Department of Pharmacology and Toxicology, College of Veterinary Science, Assam Agricultural University, Guwahati, Assam, India
|Date of Submission||06-Sep-2016|
|Date of Acceptance||08-Dec-2016|
|Date of Web Publication||27-Feb-2017|
Chandana Choudhury Barua
Department of Pharmacology and Toxicology, College of Veterinary Science, Assam Agricultural University, Guwahati, Assam
Source of Support: None, Conflict of Interest: None
Objectives: The aim of this study was to evaluate anticholinergic, antihistaminic, and antiserotonergic activity of the n-hexane extract of the seeds of Zanthoxylum alatum (ZAHE) on isolated ileum of rat and guinea pig and fundus of rat.
Materials and Methods: ZAHE was prepared using soxhlet extraction and cumulative concentration response curves were constructed using various doses on the tissues for acetylcholine (ACh), 5-hydroxytryptamine (5-HT), and histamine with or without n-hexane extract. Atropine, ketanserin, and pheniramine maleate were used as antagonists for ACh, serotonin, and histamine, respectively.
Results: ZAHE-induced concentration-dependent inhibition of isolated ileum and fundus in rat and ileum of guinea pig. The half maximal effective concentration (EC50) of ACh in the presence of atropine (10−6 M; P < 0.05) and ZAHE (1000 μg/ml; P < 0.01) was significantly higher than EC50of ACh alone. The EC50of 5-HT in the presence of ketanserin (10−5 M; P < 0.01) and ZAHE (1000 μg/ml; P < 0.05) was higher than EC50of 5-HT alone. Similarly, the EC50of histamine in the presence of pheniramine maleate (10−6 M; P < 0.01) and ZAHE (300 μg/ml; P < 0.01 and 1000 μg/ml; P < 0.05) was also significantly higher than EC50of histamine alone.
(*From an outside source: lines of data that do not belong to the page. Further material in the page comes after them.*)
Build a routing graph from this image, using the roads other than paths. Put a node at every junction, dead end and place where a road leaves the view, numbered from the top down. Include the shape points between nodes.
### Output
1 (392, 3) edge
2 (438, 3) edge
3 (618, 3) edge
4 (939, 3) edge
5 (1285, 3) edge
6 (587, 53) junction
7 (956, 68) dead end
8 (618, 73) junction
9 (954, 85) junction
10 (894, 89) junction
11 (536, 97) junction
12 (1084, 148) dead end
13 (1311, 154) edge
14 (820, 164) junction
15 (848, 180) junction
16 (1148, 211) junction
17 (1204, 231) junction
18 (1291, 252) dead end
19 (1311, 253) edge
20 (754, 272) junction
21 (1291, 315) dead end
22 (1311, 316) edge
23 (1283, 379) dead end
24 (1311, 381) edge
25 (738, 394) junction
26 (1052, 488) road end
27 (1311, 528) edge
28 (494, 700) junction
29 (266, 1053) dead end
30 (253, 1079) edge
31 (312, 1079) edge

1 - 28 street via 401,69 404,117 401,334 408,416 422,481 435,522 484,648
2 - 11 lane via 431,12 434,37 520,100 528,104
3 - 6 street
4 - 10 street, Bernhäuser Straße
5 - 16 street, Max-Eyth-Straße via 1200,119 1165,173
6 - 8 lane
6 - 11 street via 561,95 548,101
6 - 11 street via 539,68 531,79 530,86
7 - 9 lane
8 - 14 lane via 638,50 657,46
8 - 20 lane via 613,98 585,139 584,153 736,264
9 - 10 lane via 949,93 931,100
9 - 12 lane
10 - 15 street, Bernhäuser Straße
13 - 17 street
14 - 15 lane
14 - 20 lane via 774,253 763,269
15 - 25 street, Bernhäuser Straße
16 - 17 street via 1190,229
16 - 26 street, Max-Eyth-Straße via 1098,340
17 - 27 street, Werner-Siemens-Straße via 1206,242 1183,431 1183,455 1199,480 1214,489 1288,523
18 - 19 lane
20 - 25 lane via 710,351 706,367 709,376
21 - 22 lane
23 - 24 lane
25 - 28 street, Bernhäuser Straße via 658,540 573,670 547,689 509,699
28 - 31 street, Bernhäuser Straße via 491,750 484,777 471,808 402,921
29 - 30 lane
Conclusion: From the study, it was observed that ZAHE shows significant anticholinergic, antiserotonergic, and antihistaminic activity. The study provides sufficient evidence that the seeds can be used in gastric disorders, cough, chest infection, etc., as per folklore claims.
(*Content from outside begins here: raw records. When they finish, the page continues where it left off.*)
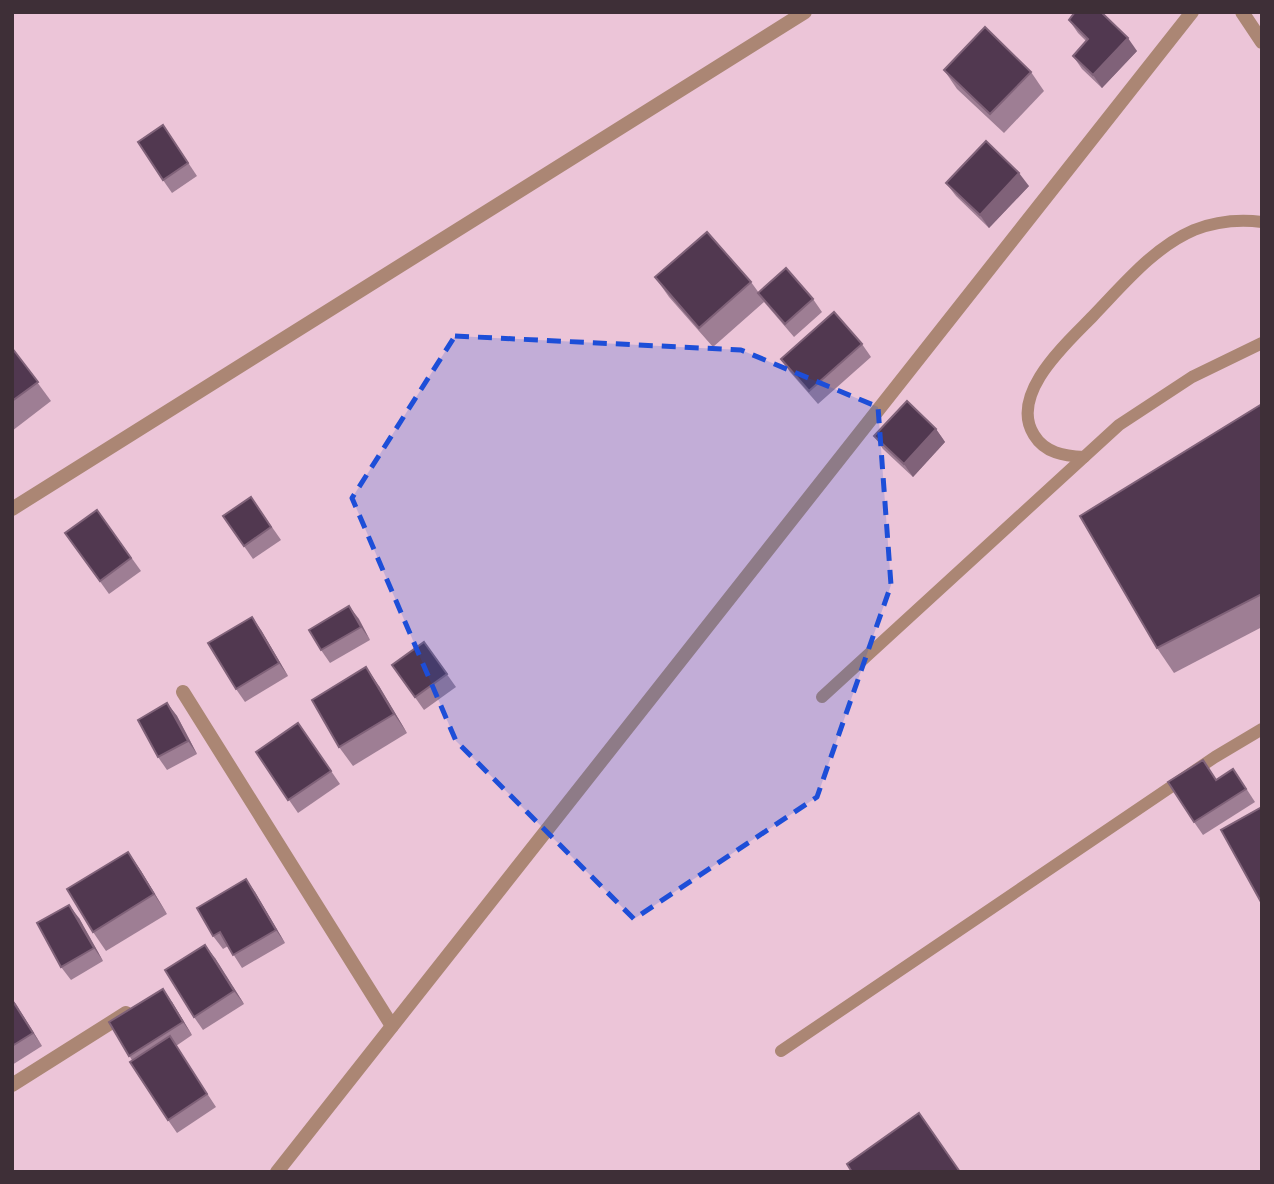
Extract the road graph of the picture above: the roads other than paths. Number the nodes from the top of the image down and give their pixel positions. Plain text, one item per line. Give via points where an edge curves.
1 (804, 12) edge
2 (1192, 12) edge
3 (1242, 12) edge
4 (1262, 42) edge
5 (1262, 222) edge
6 (1262, 343) edge
7 (1084, 457) junction
8 (12, 509) edge
9 (183, 692) dead end
10 (822, 697) dead end
11 (1262, 729) edge
12 (138, 1006) edge
13 (392, 1026) junction
14 (781, 1051) dead end
15 (12, 1085) edge
16 (277, 1172) edge

1 - 8 street
2 - 13 street
3 - 4 street
5 - 7 lane via 1235,219 1194,230 1167,245 1053,358 1036,382 1027,406 1029,428 1041,446 1065,456
6 - 7 lane via 1150,402
7 - 10 lane
9 - 13 street
11 - 14 lane
12 - 15 street
13 - 16 street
Keywords: Fundus, guinea pig, ileum, ketanserin, Wistar rat, Zanthoxylum alatum
|How to cite this article:|
Saikia B, Barua CC, Haloi P, Patowary P. Anticholinergic, antihistaminic, and antiserotonergic activity of n-hexane extract of Zanthoxylum alatum seeds on isolated tissue preparations: An ex vivo study. Indian J Pharmacol 2017;49:42-8
|How to cite this URL:|
Saikia B, Barua CC, Haloi P, Patowary P. Anticholinergic, antihistaminic, and antiserotonergic activity of n-hexane extract of Zanthoxylum alatum seeds on isolated tissue preparations: An ex vivo study. Indian J Pharmacol [serial online] 2017 [cited 2017 Aug 19];49:42-8. Available from: http://www.ijp-online.com/text.asp?2017/49/1/42/201025
Plants have been an innate and vital aspect of India's healthcare system. In recent times, numerous scientific studies are conducted to validate or establish the potential effect of the plants in different disorders.Zanthoxylum alatum (ZA) is an evergreen small xerophytic important medicinal tree or shrub of the family Rutaceae, native to Himalayan regions in India, which is locally known as Tejphal (Hindi), Tejowati (Sanskrit), Mukthrubi (Manipur), Timur (Nepal). Common names of this plant are Indian Prickly Ash, Nepal pepper, or toothache tree. The ethnomedicinal importance of bark, fruits, and seeds of ZA are well known since long in indigenous system of medicine as carminative, stomachic, and anthelmintic. The fruit and seeds are used as an aromatic tonic in fever and dyspepsia. Fruits extract is effective in expelling roundworms. In Nepal folk medicine, ZA is used in cold and cough, tonsillitis, headache, fever, vertigo, diarrhea, and dysentery. ZA is used in Indian folk medicine for treatment of fever, dyspepsia, and cholera. Powdered fruit is mixed with Mentha species, and table salt is eaten with boiled egg for chest infection and digestive problems.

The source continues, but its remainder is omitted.